WHAT THE EXERCISE ASKS |
Scan the entries that follow for the word "paths", then report every line in which it appears.

INPUT FOR THIS TASK |
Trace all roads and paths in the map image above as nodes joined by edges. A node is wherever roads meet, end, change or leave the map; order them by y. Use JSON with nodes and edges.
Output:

--

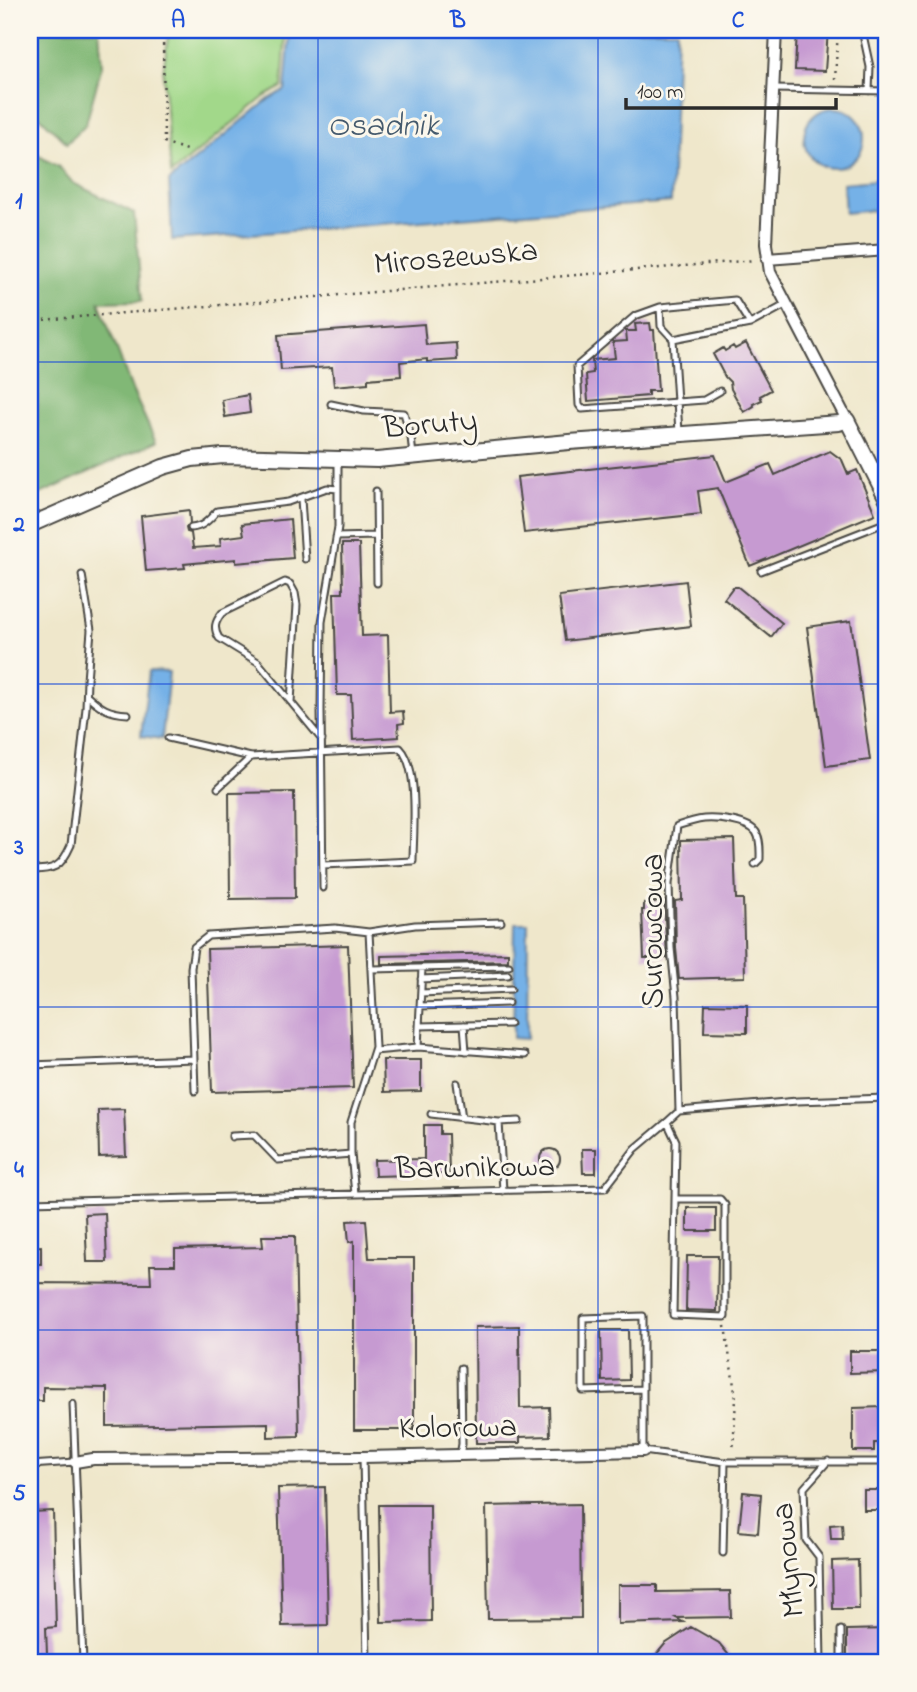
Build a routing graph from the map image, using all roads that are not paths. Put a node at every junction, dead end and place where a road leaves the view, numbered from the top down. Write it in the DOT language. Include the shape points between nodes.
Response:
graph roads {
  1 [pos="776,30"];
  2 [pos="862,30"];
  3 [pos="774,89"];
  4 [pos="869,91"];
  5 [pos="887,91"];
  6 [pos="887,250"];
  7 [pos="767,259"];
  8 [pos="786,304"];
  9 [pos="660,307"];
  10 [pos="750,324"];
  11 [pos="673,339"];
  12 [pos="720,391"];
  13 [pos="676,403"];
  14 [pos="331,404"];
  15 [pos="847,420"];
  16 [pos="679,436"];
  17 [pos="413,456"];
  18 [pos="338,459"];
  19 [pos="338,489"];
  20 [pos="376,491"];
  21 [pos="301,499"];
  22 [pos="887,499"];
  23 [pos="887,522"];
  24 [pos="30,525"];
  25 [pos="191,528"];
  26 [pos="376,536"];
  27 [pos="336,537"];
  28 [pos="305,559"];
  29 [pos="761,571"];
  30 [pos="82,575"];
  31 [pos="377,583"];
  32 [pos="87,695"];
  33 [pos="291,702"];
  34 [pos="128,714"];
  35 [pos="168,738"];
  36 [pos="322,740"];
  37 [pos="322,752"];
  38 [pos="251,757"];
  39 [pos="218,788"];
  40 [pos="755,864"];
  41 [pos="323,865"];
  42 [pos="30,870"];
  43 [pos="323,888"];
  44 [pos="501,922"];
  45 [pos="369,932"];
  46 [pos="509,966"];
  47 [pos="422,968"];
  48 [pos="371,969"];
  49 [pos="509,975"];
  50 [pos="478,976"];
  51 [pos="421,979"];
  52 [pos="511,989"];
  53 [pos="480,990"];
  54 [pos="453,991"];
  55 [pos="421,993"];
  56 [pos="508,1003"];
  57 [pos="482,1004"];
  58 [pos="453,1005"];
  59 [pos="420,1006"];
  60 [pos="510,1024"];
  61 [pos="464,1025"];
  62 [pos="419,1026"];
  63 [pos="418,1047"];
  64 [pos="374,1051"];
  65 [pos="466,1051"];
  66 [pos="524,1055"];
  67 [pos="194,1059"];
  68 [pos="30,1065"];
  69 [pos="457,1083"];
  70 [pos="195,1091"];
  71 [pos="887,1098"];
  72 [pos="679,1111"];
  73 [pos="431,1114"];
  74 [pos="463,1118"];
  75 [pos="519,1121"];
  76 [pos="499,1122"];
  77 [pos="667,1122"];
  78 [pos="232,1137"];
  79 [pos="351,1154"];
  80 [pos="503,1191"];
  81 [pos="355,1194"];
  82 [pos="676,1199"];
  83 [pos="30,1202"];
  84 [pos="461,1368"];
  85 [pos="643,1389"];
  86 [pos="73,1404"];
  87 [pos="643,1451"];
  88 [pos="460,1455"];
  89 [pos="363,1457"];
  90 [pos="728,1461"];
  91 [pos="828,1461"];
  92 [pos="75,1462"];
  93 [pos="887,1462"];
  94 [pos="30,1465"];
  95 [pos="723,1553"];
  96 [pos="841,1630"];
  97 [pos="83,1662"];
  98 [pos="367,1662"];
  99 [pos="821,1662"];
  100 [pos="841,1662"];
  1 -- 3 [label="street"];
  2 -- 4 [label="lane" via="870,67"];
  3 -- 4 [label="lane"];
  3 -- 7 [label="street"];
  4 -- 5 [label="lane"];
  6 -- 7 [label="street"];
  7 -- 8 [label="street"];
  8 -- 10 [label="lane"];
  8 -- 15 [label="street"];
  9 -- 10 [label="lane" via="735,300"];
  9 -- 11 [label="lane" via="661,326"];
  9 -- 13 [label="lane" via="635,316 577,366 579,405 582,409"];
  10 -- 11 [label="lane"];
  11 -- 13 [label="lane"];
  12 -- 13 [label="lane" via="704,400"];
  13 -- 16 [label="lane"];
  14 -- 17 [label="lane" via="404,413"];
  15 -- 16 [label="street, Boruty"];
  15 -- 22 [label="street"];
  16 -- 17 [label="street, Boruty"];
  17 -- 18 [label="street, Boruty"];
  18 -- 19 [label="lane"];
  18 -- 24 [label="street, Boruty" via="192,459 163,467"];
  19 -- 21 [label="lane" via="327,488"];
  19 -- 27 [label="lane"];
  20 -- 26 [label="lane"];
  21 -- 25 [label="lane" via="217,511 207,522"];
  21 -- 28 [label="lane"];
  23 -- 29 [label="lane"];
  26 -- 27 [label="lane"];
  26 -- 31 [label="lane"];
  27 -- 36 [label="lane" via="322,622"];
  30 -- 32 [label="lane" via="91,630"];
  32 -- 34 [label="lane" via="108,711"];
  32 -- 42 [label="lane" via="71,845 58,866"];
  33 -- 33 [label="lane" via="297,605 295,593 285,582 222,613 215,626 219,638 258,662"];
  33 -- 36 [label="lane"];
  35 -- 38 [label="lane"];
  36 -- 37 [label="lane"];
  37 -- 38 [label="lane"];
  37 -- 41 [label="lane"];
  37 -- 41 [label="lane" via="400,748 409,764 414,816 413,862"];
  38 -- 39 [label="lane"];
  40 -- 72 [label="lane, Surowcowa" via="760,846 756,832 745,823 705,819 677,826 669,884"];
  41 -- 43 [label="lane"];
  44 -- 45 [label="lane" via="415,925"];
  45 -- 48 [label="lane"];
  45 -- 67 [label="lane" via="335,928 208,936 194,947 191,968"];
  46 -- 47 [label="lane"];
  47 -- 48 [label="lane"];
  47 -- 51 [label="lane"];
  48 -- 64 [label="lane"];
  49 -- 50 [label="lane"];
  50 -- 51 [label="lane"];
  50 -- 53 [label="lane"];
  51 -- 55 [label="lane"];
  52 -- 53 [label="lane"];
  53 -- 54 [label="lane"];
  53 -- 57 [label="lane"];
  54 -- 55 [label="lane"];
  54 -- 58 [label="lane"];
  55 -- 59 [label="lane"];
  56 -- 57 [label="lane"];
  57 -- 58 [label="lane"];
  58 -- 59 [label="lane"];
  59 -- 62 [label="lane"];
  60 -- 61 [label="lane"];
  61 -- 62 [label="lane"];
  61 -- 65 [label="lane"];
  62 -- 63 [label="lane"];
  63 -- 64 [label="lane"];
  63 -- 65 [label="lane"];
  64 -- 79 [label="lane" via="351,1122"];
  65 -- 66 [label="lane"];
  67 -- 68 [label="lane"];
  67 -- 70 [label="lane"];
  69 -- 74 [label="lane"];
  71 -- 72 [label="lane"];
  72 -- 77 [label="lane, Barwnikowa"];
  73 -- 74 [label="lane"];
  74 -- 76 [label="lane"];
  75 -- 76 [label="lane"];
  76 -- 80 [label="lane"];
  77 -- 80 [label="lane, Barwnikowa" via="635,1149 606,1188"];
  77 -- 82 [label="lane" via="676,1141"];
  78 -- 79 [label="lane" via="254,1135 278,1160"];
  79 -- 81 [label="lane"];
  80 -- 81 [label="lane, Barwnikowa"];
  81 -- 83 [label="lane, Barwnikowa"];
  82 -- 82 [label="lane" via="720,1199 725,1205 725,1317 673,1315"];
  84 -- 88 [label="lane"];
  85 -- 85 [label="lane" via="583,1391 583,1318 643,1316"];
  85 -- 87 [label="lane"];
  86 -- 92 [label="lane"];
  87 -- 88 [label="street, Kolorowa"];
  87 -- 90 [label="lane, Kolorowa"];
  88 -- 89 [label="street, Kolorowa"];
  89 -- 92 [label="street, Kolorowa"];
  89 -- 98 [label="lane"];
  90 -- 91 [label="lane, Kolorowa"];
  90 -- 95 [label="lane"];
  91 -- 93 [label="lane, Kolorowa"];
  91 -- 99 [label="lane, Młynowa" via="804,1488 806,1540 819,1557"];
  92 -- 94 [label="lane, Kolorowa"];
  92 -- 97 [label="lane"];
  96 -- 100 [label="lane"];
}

TASK RESULT |
Trace all roads and paths in the map image above as nodes joined by edges. A node is wherever roads meet, end, change or leave the map; order them by y. Use JSON with nodes and edges.
Build a routing graph from the map image, using all roads that are not paths. Put a node at every junction, dead end and place where a road leaves the view, numbered from the top down. Write it in the DOT language. Include the shape points between nodes.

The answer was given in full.